Task to carry out ▸ I would like you to return all of the records exactly as they stand.

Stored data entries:
********
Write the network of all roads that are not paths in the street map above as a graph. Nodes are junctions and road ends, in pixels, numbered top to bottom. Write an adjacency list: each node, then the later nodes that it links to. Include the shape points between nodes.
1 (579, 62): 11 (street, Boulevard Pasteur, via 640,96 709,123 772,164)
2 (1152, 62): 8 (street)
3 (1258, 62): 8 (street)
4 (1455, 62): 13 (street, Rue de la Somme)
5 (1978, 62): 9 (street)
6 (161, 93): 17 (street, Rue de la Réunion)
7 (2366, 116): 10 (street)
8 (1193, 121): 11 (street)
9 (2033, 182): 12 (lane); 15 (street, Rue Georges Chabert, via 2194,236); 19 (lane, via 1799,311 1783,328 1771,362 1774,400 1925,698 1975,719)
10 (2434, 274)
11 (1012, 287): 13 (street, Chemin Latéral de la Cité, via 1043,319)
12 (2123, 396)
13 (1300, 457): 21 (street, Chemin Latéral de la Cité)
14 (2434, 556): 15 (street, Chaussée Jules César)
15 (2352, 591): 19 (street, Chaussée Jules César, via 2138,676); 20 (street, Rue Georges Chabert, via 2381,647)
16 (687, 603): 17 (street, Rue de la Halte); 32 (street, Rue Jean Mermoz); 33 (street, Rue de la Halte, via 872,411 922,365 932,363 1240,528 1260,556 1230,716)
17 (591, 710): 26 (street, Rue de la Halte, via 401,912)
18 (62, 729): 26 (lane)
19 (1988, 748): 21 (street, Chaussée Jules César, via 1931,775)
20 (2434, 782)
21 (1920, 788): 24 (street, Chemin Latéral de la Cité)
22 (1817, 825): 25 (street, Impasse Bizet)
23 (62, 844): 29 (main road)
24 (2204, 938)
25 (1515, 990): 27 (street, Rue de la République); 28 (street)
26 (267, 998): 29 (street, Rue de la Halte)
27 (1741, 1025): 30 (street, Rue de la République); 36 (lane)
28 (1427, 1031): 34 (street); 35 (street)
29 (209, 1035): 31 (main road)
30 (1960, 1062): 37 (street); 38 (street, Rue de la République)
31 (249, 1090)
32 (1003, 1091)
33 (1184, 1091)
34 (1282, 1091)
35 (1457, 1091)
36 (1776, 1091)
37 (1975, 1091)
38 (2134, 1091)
********
Exercise solution ▸
Write the network of all roads that are not paths in the street map above as a graph. Nodes are junctions and road ends, in pixels, numbered top to bottom. Write an adjacency list: each node, then the later nodes that it links to. Include the shape points between nodes.
1 (579, 62): 11 (street, Boulevard Pasteur, via 640,96 709,123 772,164)
2 (1152, 62): 8 (street)
3 (1258, 62): 8 (street)
4 (1455, 62): 13 (street, Rue de la Somme)
5 (1978, 62): 9 (street)
6 (161, 93): 17 (street, Rue de la Réunion)
7 (2366, 116): 10 (street)
8 (1193, 121): 11 (street)
9 (2033, 182): 12 (lane); 15 (street, Rue Georges Chabert, via 2194,236); 19 (lane, via 1799,311 1783,328 1771,362 1774,400 1925,698 1975,719)
10 (2434, 274)
11 (1012, 287): 13 (street, Chemin Latéral de la Cité, via 1043,319)
12 (2123, 396)
13 (1300, 457): 21 (street, Chemin Latéral de la Cité)
14 (2434, 556): 15 (street, Chaussée Jules César)
15 (2352, 591): 19 (street, Chaussée Jules César, via 2138,676); 20 (street, Rue Georges Chabert, via 2381,647)
16 (687, 603): 17 (street, Rue de la Halte); 32 (street, Rue Jean Mermoz); 33 (street, Rue de la Halte, via 872,411 922,365 932,363 1240,528 1260,556 1230,716)
17 (591, 710): 26 (street, Rue de la Halte, via 401,912)
18 (62, 729): 26 (lane)
19 (1988, 748): 21 (street, Chaussée Jules César, via 1931,775)
20 (2434, 782)
21 (1920, 788): 24 (street, Chemin Latéral de la Cité)
22 (1817, 825): 25 (street, Impasse Bizet)
23 (62, 844): 29 (main road)
24 (2204, 938)
25 (1515, 990): 27 (street, Rue de la République); 28 (street)
26 (267, 998): 29 (street, Rue de la Halte)
27 (1741, 1025): 30 (street, Rue de la République); 36 (lane)
28 (1427, 1031): 34 (street); 35 (street)
29 (209, 1035): 31 (main road)
30 (1960, 1062): 37 (street); 38 (street, Rue de la République)
31 (249, 1090)
32 (1003, 1091)
33 (1184, 1091)
34 (1282, 1091)
35 (1457, 1091)
36 (1776, 1091)
37 (1975, 1091)
38 (2134, 1091)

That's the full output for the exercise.